Gagosian a le plaisir d’annoncer Beauty, une exposition dévoilant de nouvelles œuvres issues de la série des Problem Paintings (2010–) d’Urs Fischer, qui ouvre ses portes le 5 mars 2024 à la galerie de la rue de Castiglione. Cette exposition succède à l’installation publique de la sculpture Wave d’Urs Fischer (2018) présentée sur la place Vendôme à l’automne 2023 et à la présentation simultanée de sa peinture Candyfloss (2023), exposée dans la vitrine de la galerie Gagosian rue de Ponthieu.
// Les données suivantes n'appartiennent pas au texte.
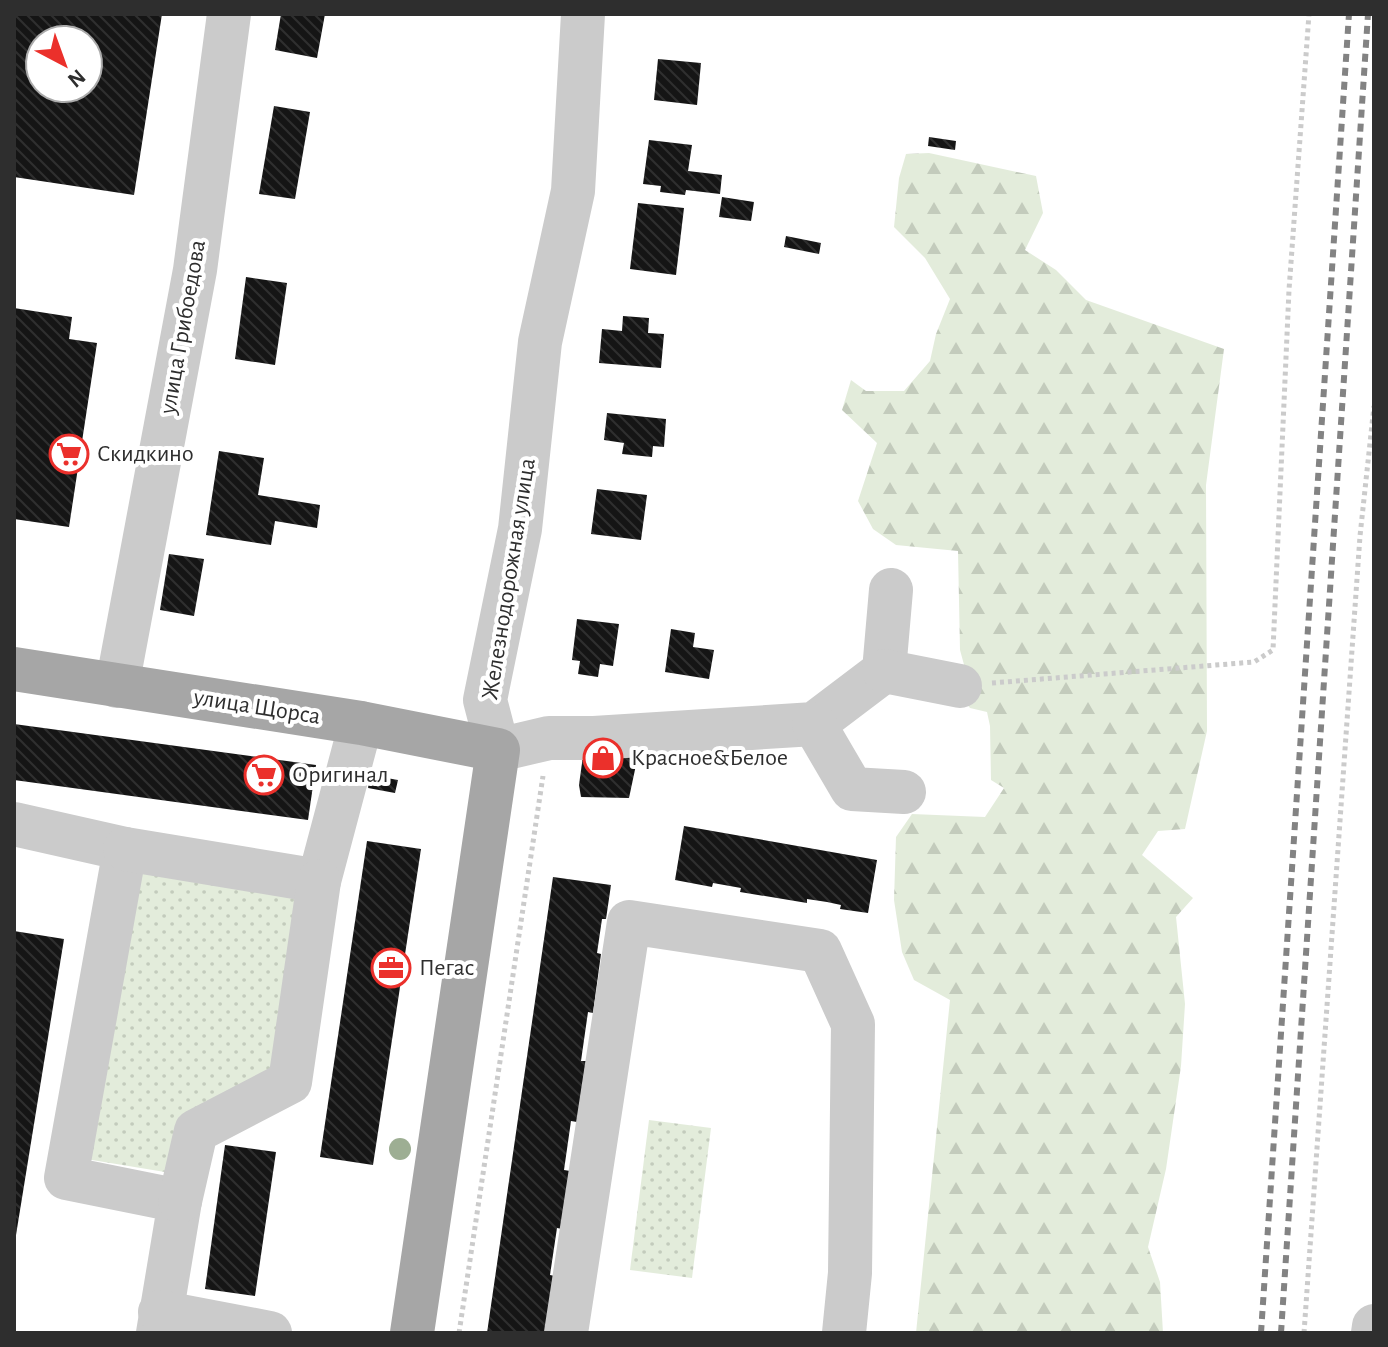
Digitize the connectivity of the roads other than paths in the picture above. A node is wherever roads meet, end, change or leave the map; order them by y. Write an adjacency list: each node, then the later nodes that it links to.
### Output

Utilisant une variété considérable de matériaux et de méthodes à la fois connus et non conventionnels, Urs Fischer explore les thèmes de la perception et de la représentation, en déformant l’échelle des œuvres, et en réinventant des images et des objets du quotidien par le biais d’interventions technologiques. En évoquant et en retravaillant des genres et des thèmes historiques, il intègre la transformation et la décomposition, créant un art se situant entre la réalité et l’imaginaire. La série des Problem Paintings représente un aplanissement volontaire et force les rapprochements d’éléments et d’associations disparates, interrogeant le statut et la relation de chaque élément qui compose l’image.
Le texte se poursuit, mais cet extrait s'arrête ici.